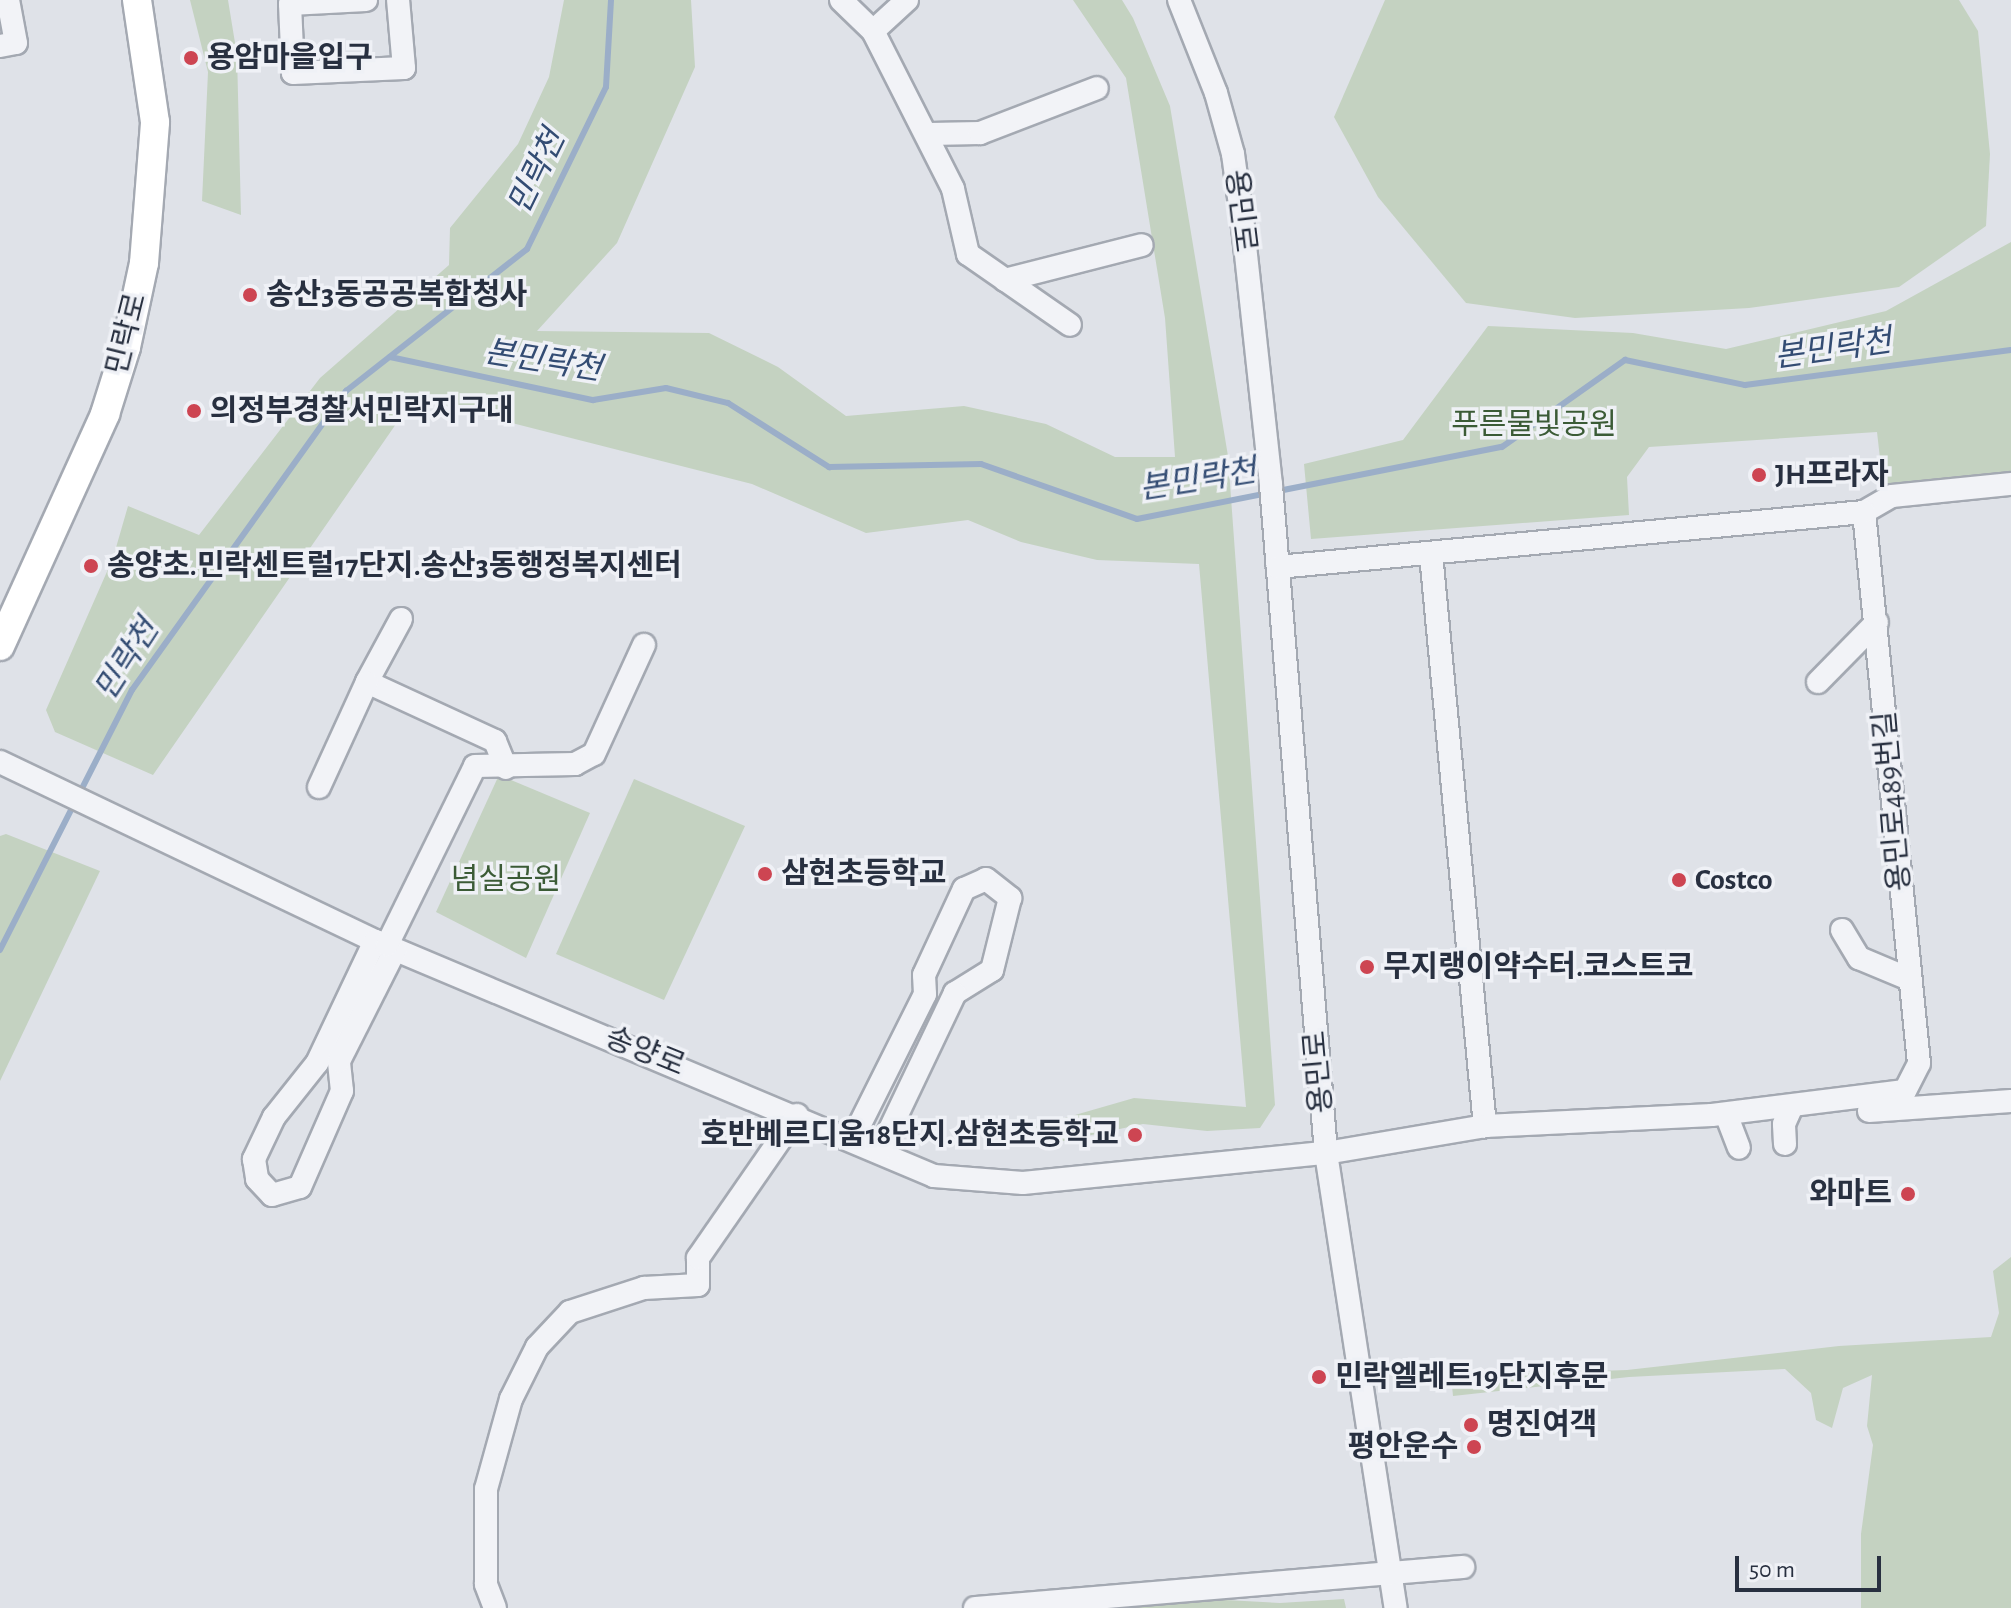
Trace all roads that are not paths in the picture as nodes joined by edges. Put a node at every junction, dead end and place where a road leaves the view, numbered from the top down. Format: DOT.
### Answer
graph roads {
  1 [pos="8,0"];
  2 [pos="137,0"];
  3 [pos="366,0"];
  4 [pos="398,0"];
  5 [pos="841,0"];
  6 [pos="907,0"];
  7 [pos="1179,0"];
  8 [pos="873,31"];
  9 [pos="0,46"];
  10 [pos="1097,88"];
  11 [pos="930,134"];
  12 [pos="1142,245"];
  13 [pos="1005,280"];
  14 [pos="1070,325"];
  15 [pos="2011,484"];
  16 [pos="1864,512"];
  17 [pos="1431,554"];
  18 [pos="1278,567"];
  19 [pos="401,619"];
  20 [pos="1877,622"];
  21 [pos="644,645"];
  22 [pos="0,646"];
  23 [pos="367,682"];
  24 [pos="1818,682"];
  25 [pos="0,762"];
  26 [pos="506,768"];
  27 [pos="319,787"];
  28 [pos="1842,930"];
  29 [pos="386,945"];
  30 [pos="1909,979"];
  31 [pos="2011,1101"];
  32 [pos="1825,1104"];
  33 [pos="1791,1108"];
  34 [pos="1726,1114"];
  35 [pos="797,1115"];
  36 [pos="1485,1126"];
  37 [pos="852,1140"];
  38 [pos="1785,1144"];
  39 [pos="1739,1148"];
  40 [pos="879,1152"];
  41 [pos="1326,1153"];
  42 [pos="1463,1567"];
  43 [pos="1391,1572"];
  44 [pos="495,1608"];
  45 [pos="975,1608"];
  46 [pos="1396,1608"];
  1 -- 9 [label="street"];
  2 -- 22 [label="main road, 민락로"];
  3 -- 4 [label="street"];
  5 -- 8 [label="street"];
  6 -- 8 [label="street"];
  7 -- 18 [label="street, 용민로"];
  8 -- 11 [label="street"];
  10 -- 11 [label="street"];
  11 -- 13 [label="street"];
  12 -- 13 [label="street"];
  13 -- 14 [label="street"];
  15 -- 16 [label="street"];
  16 -- 17 [label="street"];
  16 -- 20 [label="street, 용민로489번길"];
  17 -- 18 [label="street"];
  17 -- 36 [label="street"];
  18 -- 41 [label="street, 용민로"];
  19 -- 23 [label="street"];
  20 -- 24 [label="street"];
  20 -- 30 [label="street, 용민로489번길"];
  21 -- 26 [label="street"];
  23 -- 26 [label="street"];
  23 -- 27 [label="street"];
  25 -- 29 [label="street, 송양로"];
  26 -- 29 [label="street"];
  28 -- 30 [label="street"];
  29 -- 29 [label="street"];
  29 -- 35 [label="street, 송양로"];
  30 -- 32 [label="street, 용민로489번길"];
  31 -- 32 [label="street"];
  32 -- 33 [label="street, 용민로489번길"];
  33 -- 34 [label="street, 용민로489번길"];
  33 -- 38 [label="street"];
  34 -- 36 [label="street, 용민로489번길"];
  34 -- 39 [label="street"];
  35 -- 37 [label="street, 송양로"];
  35 -- 44 [label="street"];
  36 -- 41 [label="street, 용민로489번길"];
  37 -- 40 [label="street, 송양로"];
  37 -- 40 [label="street"];
  40 -- 41 [label="street, 송양로"];
  41 -- 43 [label="street, 용민로"];
  42 -- 43 [label="street"];
  43 -- 45 [label="street"];
  43 -- 46 [label="street, 용민로"];
}
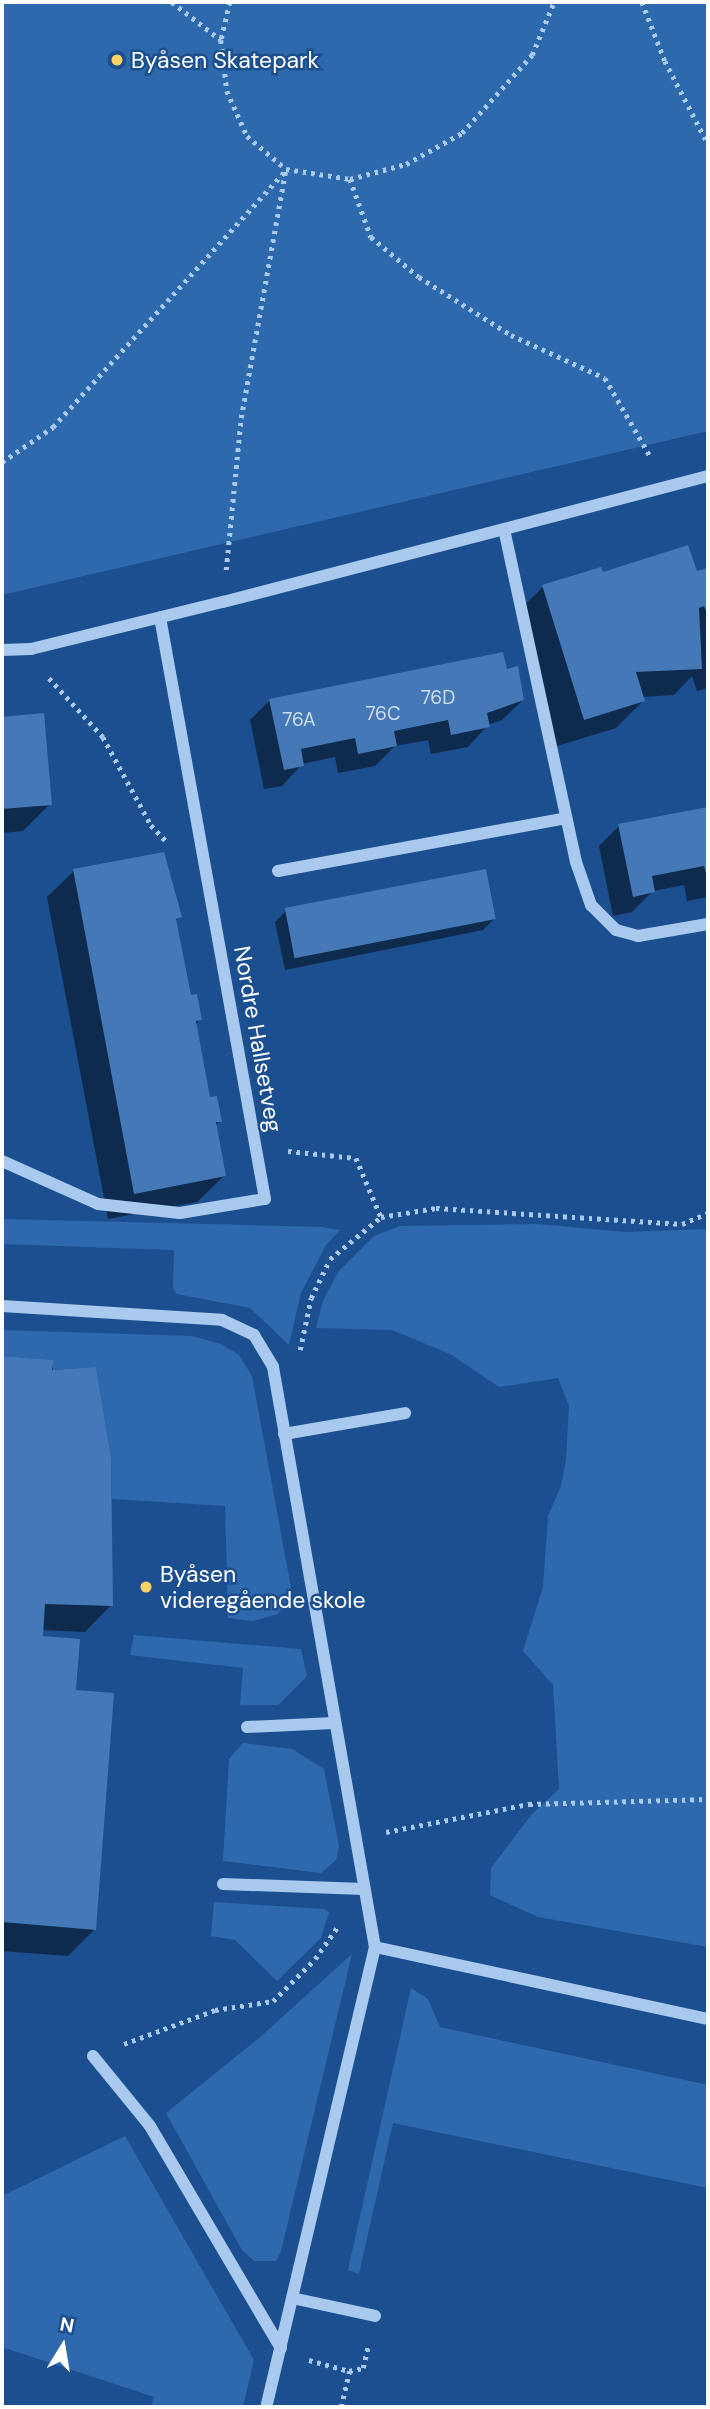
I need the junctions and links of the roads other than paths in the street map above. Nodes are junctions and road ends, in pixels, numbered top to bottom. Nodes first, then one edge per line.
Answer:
1 (708, 476) edge
2 (504, 529) junction
3 (160, 617) junction
4 (2, 650) edge
5 (566, 818) junction
6 (278, 871) dead end
7 (708, 924) edge
8 (2, 1161) edge
9 (2, 1306) edge
10 (405, 1413) dead end
11 (285, 1434) junction
12 (334, 1723) junction
13 (247, 1727) dead end
14 (223, 1884) dead end
15 (364, 1889) junction
16 (375, 1947) junction
17 (708, 2019) edge
18 (93, 2056) road end
19 (292, 2298) junction
20 (375, 2316) road end
21 (281, 2348) junction
22 (266, 2407) edge

1 - 2 street
2 - 3 street
2 - 5 street
3 - 4 street
3 - 8 street, Nordre Hallsetveg
5 - 6 street
5 - 7 street
9 - 11 street
10 - 11 street
11 - 12 street
12 - 13 street
12 - 15 street
14 - 15 street
15 - 16 street
16 - 17 street
16 - 19 street
18 - 21 street
19 - 20 street
19 - 21 street
21 - 22 street

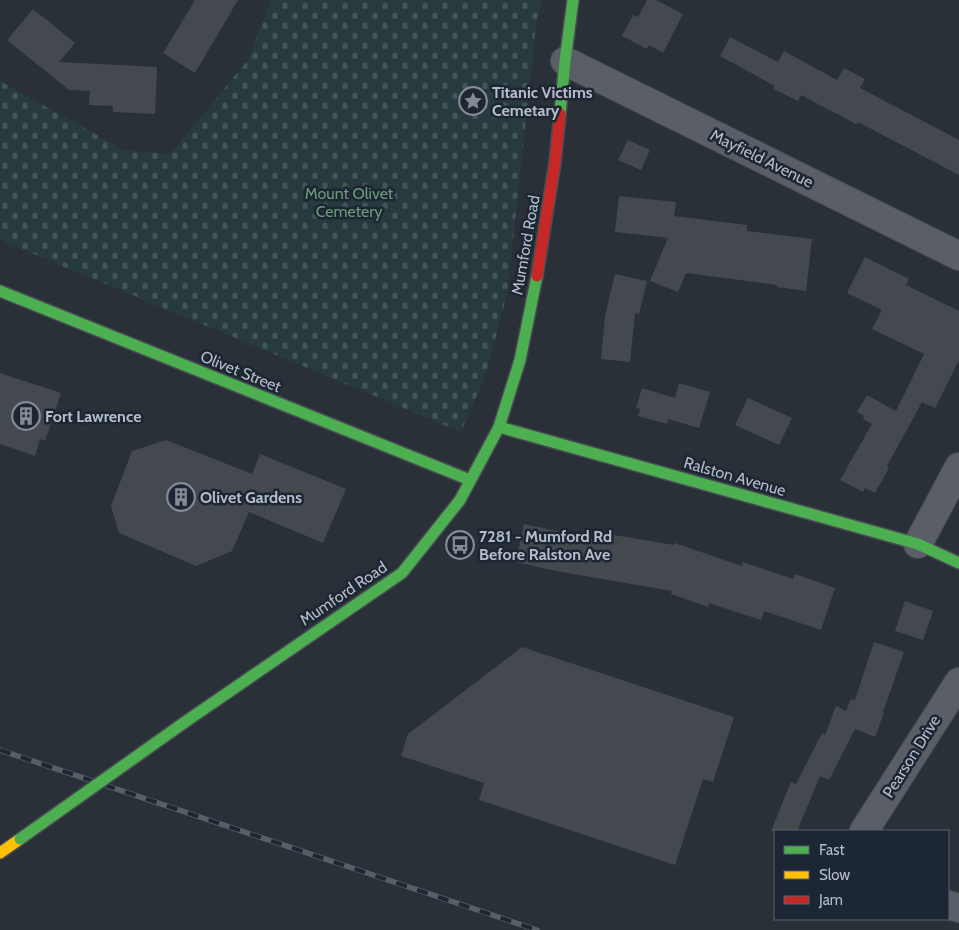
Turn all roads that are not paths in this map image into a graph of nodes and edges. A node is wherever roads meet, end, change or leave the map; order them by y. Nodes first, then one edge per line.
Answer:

Prompt: Omit the pictures and reproduce the listing exactly.

Response below:
Trace all roads that are not paths in the picture as nodes joined by edges. Put a node at every junction, dead end and place where a road leaves the view, numbered from the top down. Format: DOT.
### Answer
graph roads {
  1 [pos="8,0"];
  2 [pos="137,0"];
  3 [pos="366,0"];
  4 [pos="398,0"];
  5 [pos="841,0"];
  6 [pos="907,0"];
  7 [pos="1179,0"];
  8 [pos="873,31"];
  9 [pos="0,46"];
  10 [pos="1097,88"];
  11 [pos="930,134"];
  12 [pos="1142,245"];
  13 [pos="1005,280"];
  14 [pos="1070,325"];
  15 [pos="2011,484"];
  16 [pos="1864,512"];
  17 [pos="1431,554"];
  18 [pos="1278,567"];
  19 [pos="401,619"];
  20 [pos="1877,622"];
  21 [pos="644,645"];
  22 [pos="0,646"];
  23 [pos="367,682"];
  24 [pos="1818,682"];
  25 [pos="0,762"];
  26 [pos="506,768"];
  27 [pos="319,787"];
  28 [pos="1842,930"];
  29 [pos="386,945"];
  30 [pos="1909,979"];
  31 [pos="2011,1101"];
  32 [pos="1825,1104"];
  33 [pos="1791,1108"];
  34 [pos="1726,1114"];
  35 [pos="797,1115"];
  36 [pos="1485,1126"];
  37 [pos="852,1140"];
  38 [pos="1785,1144"];
  39 [pos="1739,1148"];
  40 [pos="879,1152"];
  41 [pos="1326,1153"];
  42 [pos="1463,1567"];
  43 [pos="1391,1572"];
  44 [pos="495,1608"];
  45 [pos="975,1608"];
  46 [pos="1396,1608"];
  1 -- 9 [label="street"];
  2 -- 22 [label="main road, 민락로"];
  3 -- 4 [label="street"];
  5 -- 8 [label="street"];
  6 -- 8 [label="street"];
  7 -- 18 [label="street, 용민로"];
  8 -- 11 [label="street"];
  10 -- 11 [label="street"];
  11 -- 13 [label="street"];
  12 -- 13 [label="street"];
  13 -- 14 [label="street"];
  15 -- 16 [label="street"];
  16 -- 17 [label="street"];
  16 -- 20 [label="street, 용민로489번길"];
  17 -- 18 [label="street"];
  17 -- 36 [label="street"];
  18 -- 41 [label="street, 용민로"];
  19 -- 23 [label="street"];
  20 -- 24 [label="street"];
  20 -- 30 [label="street, 용민로489번길"];
  21 -- 26 [label="street"];
  23 -- 26 [label="street"];
  23 -- 27 [label="street"];
  25 -- 29 [label="street, 송양로"];
  26 -- 29 [label="street"];
  28 -- 30 [label="street"];
  29 -- 29 [label="street"];
  29 -- 35 [label="street, 송양로"];
  30 -- 32 [label="street, 용민로489번길"];
  31 -- 32 [label="street"];
  32 -- 33 [label="street, 용민로489번길"];
  33 -- 34 [label="street, 용민로489번길"];
  33 -- 38 [label="street"];
  34 -- 36 [label="street, 용민로489번길"];
  34 -- 39 [label="street"];
  35 -- 37 [label="street, 송양로"];
  35 -- 44 [label="street"];
  36 -- 41 [label="street, 용민로489번길"];
  37 -- 40 [label="street, 송양로"];
  37 -- 40 [label="street"];
  40 -- 41 [label="street, 송양로"];
  41 -- 43 [label="street, 용민로"];
  42 -- 43 [label="street"];
  43 -- 45 [label="street"];
  43 -- 46 [label="street, 용민로"];
}
I need the junctions and links of the roads other than paths in the street map above. Nodes are junctions and road ends, in pixels, numbered top to bottom. Nodes first, then one edge per line.
Answer:
1 (708, 476) edge
2 (504, 529) junction
3 (160, 617) junction
4 (2, 650) edge
5 (566, 818) junction
6 (278, 871) dead end
7 (708, 924) edge
8 (2, 1161) edge
9 (2, 1306) edge
10 (405, 1413) dead end
11 (285, 1434) junction
12 (334, 1723) junction
13 (247, 1727) dead end
14 (223, 1884) dead end
15 (364, 1889) junction
16 (375, 1947) junction
17 (708, 2019) edge
18 (93, 2056) road end
19 (292, 2298) junction
20 (375, 2316) road end
21 (281, 2348) junction
22 (266, 2407) edge

1 - 2 street
2 - 3 street
2 - 5 street
3 - 4 street
3 - 8 street, Nordre Hallsetveg
5 - 6 street
5 - 7 street
9 - 11 street
10 - 11 street
11 - 12 street
12 - 13 street
12 - 15 street
14 - 15 street
15 - 16 street
16 - 17 street
16 - 19 street
18 - 21 street
19 - 20 street
19 - 21 street
21 - 22 street

Turn all roads that are not paths in this map image into a graph of nodes and edges. A node is wherever roads meet, end, change or leave the map; order them by y. Nodes first, then one edge per line.
Answer:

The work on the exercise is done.